The people call for action but the leaders are deaf.
They wouldn't be deaf if there was political capital to be gained from actually addressing the issue.
Wow. It seems that Ghassan Charbel is another neocon Islamophobe warboner demagogue who wants to create more terrorists. Right, Mr. Chapman?
Worse than 9/11? Um......no.
As bad as the Westgate shopping mall attack? That one was pretty fucked up. And it wasn't even ISIS! Even Anders Behring Breivik was pants shittingly effective in scaring Norway, and Norwegians don't scare easily, it's too cold.
I'm getting a little sick of the breathtakingly over-the-top descriptions of the latest Islamic Bad Guys Who Will Kill Us All. Paris was bad but worse than 9/11? That's easily one of the dumbest things I've read about this attack.

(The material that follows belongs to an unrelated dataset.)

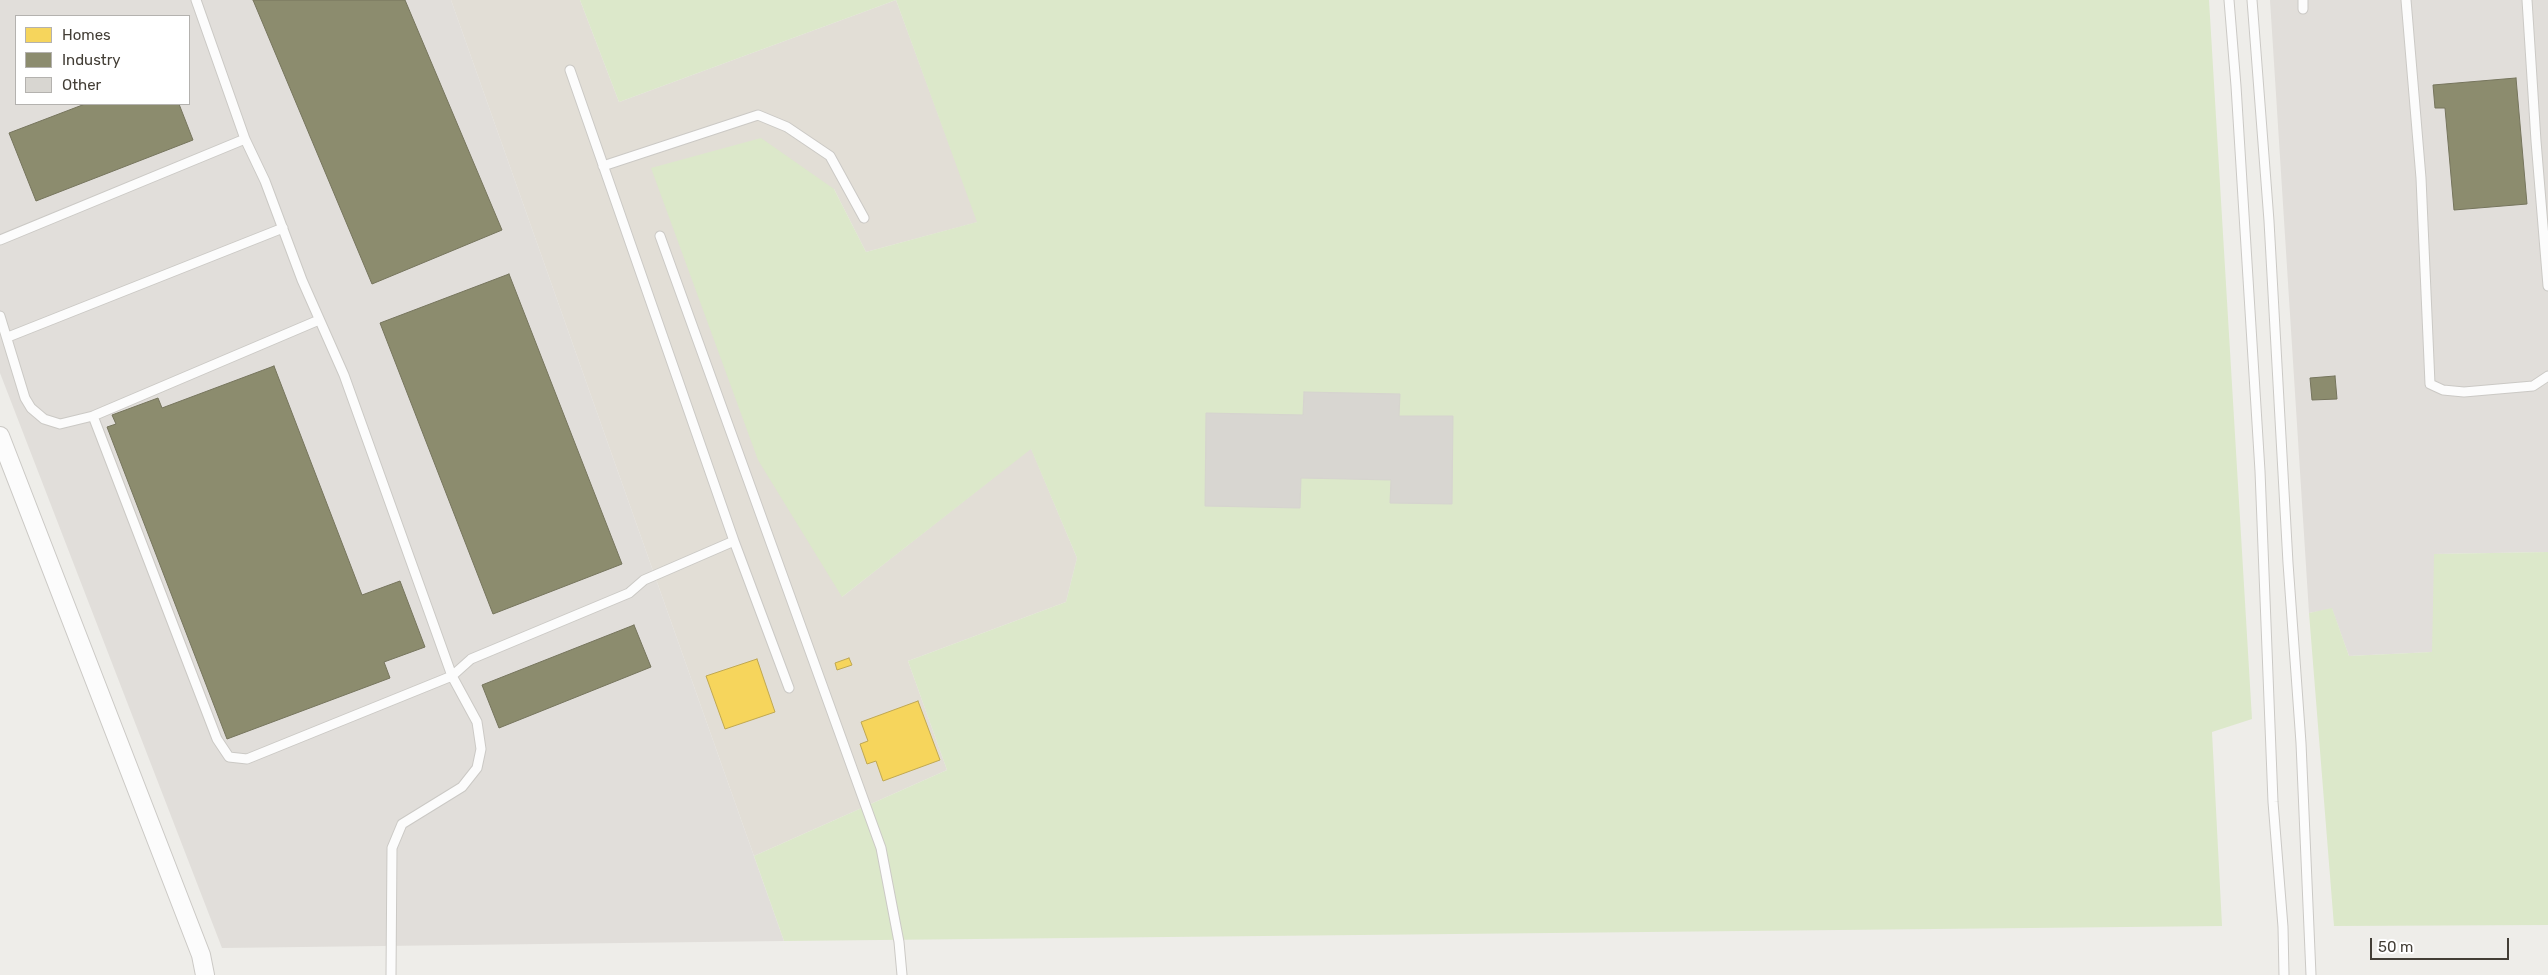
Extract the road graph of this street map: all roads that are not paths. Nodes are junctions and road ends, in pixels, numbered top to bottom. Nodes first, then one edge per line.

Reminds me of when young Americans, ashamed of the terror the Johnson and Nixon Administrations were inflicting at home and abroad, rolled up their sleeves and clumsily tried to do something about it. The brightest result was the organization of the libertarian party.
And we are finally the beneficiary of ass sex, blow and (nearly) open borders.
Grandparents were the beneficiaries of superstitious antiabortionsts and murdering prohibitionists, and that got them the Depression and two World Wars--ordinary history known to all but the victims of a Harvard brainwashing.
This is a Arab problem,and Saudi Arabia and the Wahhabi sect there has there hand in this.The west has mucked around there,the Iraq war the worst,but,it seems the people inthis region can not form a stable,representive government.As long as the Koran is use as law there will not be peace. I'm also not holding my breath waiting on the 'great Aarb army' to wipe out ISIS.The US needs to tell them to get their house in order.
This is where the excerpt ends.